Exercise prompt -> In the answer, each line of the listing should appear again unchanged.

Task inputs ->
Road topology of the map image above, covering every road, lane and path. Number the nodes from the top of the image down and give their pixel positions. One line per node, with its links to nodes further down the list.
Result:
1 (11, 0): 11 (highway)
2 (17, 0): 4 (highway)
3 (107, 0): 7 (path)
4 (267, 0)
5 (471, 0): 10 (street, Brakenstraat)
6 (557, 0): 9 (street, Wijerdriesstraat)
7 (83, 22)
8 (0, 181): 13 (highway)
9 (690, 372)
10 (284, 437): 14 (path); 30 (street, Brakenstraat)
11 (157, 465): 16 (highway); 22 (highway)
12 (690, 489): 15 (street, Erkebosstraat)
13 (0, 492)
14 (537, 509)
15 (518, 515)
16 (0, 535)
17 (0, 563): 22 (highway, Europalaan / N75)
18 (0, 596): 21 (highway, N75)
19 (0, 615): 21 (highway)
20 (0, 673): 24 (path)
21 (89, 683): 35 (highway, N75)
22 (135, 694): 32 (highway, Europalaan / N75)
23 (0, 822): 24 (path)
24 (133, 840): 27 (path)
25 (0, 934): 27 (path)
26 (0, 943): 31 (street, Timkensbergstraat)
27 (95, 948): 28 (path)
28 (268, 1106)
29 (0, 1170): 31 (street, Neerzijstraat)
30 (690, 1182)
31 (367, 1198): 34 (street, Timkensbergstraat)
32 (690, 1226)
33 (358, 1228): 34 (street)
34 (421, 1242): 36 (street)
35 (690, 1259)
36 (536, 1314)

Output for this exercise ->
Road topology of the map image above, covering every road, lane and path. Number the nodes from the top of the image down and give their pixel positions. One line per node, with its links to nodes further down the list.
Result:
1 (11, 0): 11 (highway)
2 (17, 0): 4 (highway)
3 (107, 0): 7 (path)
4 (267, 0)
5 (471, 0): 10 (street, Brakenstraat)
6 (557, 0): 9 (street, Wijerdriesstraat)
7 (83, 22)
8 (0, 181): 13 (highway)
9 (690, 372)
10 (284, 437): 14 (path); 30 (street, Brakenstraat)
11 (157, 465): 16 (highway); 22 (highway)
12 (690, 489): 15 (street, Erkebosstraat)
13 (0, 492)
14 (537, 509)
15 (518, 515)
16 (0, 535)
17 (0, 563): 22 (highway, Europalaan / N75)
18 (0, 596): 21 (highway, N75)
19 (0, 615): 21 (highway)
20 (0, 673): 24 (path)
21 (89, 683): 35 (highway, N75)
22 (135, 694): 32 (highway, Europalaan / N75)
23 (0, 822): 24 (path)
24 (133, 840): 27 (path)
25 (0, 934): 27 (path)
26 (0, 943): 31 (street, Timkensbergstraat)
27 (95, 948): 28 (path)
28 (268, 1106)
29 (0, 1170): 31 (street, Neerzijstraat)
30 (690, 1182)
31 (367, 1198): 34 (street, Timkensbergstraat)
32 (690, 1226)
33 (358, 1228): 34 (street)
34 (421, 1242): 36 (street)
35 (690, 1259)
36 (536, 1314)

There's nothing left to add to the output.